Pada masa Kerajaan Padjajaran yang menganut agama Hindu, Gunung Perimbunan dan Gunung Mandalawangi adalah tempat yang paling sakral kabuyutan Mandala, karena pada zaman dahulu bagi mereka Gunung Mandalawangi adalah Gunung Agung atau induk dari semua gunung di Tatar Pasundan dan induk dari semua gunung di Pulau Jawa, dan dua lainnya adalah Gunung Penanggungan (Pawitra) dan Gunung Dieng (Adi-Hyang), sebagai perwujudan dari Lingga.
*******
Tidak terlalu jauh dari Gunung Gede, sebuah pemandangan indah nan asri, hijau serta sejuk. Dari puncak gunung, disanalah kau juga akan melihat sebuah desa, desa itu bernama Desa Kencana yang berada dibawah gunung. Walaupun hanya dipimpin oleh seorang Kamisepuh atau kepala desa dan merupakan desa kecil, namun banyak orang yang tinggal disana. Rumah-rumah warga yang tradisional dengan dinding serta atap dari anyaman daun kelapa terlihat kokoh walaupun sederhana, tanahnya yang subur membuat buah-buahan dan sayur tetap panen berlimpah walaupun sekarang Desa Kencana sedang dilanda musim kemarau. Air yang surut mengalir jernih jadi tempat bermainnya anak-anak mereka tertawa dan bersuka ria, memancing dan mandi sambil bermain air bersama-sama. Sapi dan kambing terlihat sibuk memakan rumput yang dijaga oleh pengembala, itik-itik bergerombol berjalan entah kemana dengan suara nguikannya, serta juga terdapat induk ayam yang sedang menjaga anaknya.
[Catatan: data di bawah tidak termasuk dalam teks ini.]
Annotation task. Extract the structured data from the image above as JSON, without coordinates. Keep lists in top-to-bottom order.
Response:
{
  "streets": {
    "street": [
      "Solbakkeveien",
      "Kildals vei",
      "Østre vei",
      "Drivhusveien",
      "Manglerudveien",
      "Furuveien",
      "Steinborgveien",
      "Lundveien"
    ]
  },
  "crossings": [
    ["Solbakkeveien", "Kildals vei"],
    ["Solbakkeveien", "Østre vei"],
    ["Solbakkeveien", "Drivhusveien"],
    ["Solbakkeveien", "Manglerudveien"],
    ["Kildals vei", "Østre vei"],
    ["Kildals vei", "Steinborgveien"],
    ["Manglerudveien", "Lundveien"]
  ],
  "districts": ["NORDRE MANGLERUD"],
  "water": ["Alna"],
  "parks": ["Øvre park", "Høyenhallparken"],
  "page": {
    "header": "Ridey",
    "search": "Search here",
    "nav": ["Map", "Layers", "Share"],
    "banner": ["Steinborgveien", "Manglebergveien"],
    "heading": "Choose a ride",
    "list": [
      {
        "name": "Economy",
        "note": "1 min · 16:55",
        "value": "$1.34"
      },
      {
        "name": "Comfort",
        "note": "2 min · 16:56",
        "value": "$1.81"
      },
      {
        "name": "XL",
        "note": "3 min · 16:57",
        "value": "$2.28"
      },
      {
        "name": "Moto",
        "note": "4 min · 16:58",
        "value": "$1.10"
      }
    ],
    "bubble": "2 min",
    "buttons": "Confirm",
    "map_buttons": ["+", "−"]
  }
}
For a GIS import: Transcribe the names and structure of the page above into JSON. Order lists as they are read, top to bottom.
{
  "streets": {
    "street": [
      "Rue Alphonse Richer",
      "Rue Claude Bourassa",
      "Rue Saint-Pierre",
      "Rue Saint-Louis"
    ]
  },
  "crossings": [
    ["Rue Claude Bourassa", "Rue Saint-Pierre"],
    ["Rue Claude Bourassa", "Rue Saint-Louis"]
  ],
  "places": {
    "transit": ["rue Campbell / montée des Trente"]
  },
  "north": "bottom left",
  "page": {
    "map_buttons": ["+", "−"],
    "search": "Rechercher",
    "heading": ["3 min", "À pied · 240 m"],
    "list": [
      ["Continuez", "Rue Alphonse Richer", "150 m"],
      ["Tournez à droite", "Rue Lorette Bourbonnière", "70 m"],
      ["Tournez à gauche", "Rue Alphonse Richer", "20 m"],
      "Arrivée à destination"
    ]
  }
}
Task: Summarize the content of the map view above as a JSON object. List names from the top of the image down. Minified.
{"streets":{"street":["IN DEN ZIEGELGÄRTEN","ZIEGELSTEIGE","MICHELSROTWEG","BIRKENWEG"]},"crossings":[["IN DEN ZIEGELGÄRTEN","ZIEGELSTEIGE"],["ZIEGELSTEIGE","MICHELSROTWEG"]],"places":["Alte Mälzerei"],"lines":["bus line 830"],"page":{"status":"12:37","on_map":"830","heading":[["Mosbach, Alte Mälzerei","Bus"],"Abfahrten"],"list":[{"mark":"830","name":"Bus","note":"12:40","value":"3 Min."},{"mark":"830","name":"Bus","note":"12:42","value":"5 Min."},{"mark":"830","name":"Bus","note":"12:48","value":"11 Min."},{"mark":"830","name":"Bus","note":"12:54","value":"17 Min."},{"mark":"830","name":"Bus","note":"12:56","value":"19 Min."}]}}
Hamparan warna keemasan dari padi yang masak siap untuk dipanen membuat warga selalu hidup berkecukupan di Desa Kencana ini. Sehingga membuat warganya hidup makmur, rukun, aman dan sejahtera.
Sedangkan di Kerajaan Langit atau Mandalawangi, duduklah seorang wanita sambil menatapi bunga diatas meja di dalam kamarnya.
"Tampaknya di dunia manusia sedang musim kemarau" gumam Sekar seorang diri.
"Aku penasaran dengan dunia manusia, melihat romo sering bepergian menemui manusia kenapa denganku tidak. Biasanya romo sering pergi lama, kalau begitu aku punya kesempatan melihat dunia manusia" ucap Sekar sambil menganggukkan kepala pelan.
"Tapi, bagaimana kalau romo tahu kalau aku pergi ke tempat manusia, pasti aku akan dimarahi" sanggahnya
"Kurasa tidak, lagi pula aku hanya turun ke bawah sebentar, pasti tidaklah apa-apakan" lanjutnya kemudian pergi sambil membawa selendangnya.
KAMU SEDANG MEMBACA
Takdir Dewi Sekarwangi
Ficção HistóricaMenceritakan tentang takdir kehidupan dan cinta seorang wanita dari bangsa lelembut tanah Jawa yang hidup selama ribuan tahun yang lalu pada masa Kerajaan tertua di Jawa hingga pada masa Kerajaan Medang Mataram, ia lah saksi dari peradapan nusantara...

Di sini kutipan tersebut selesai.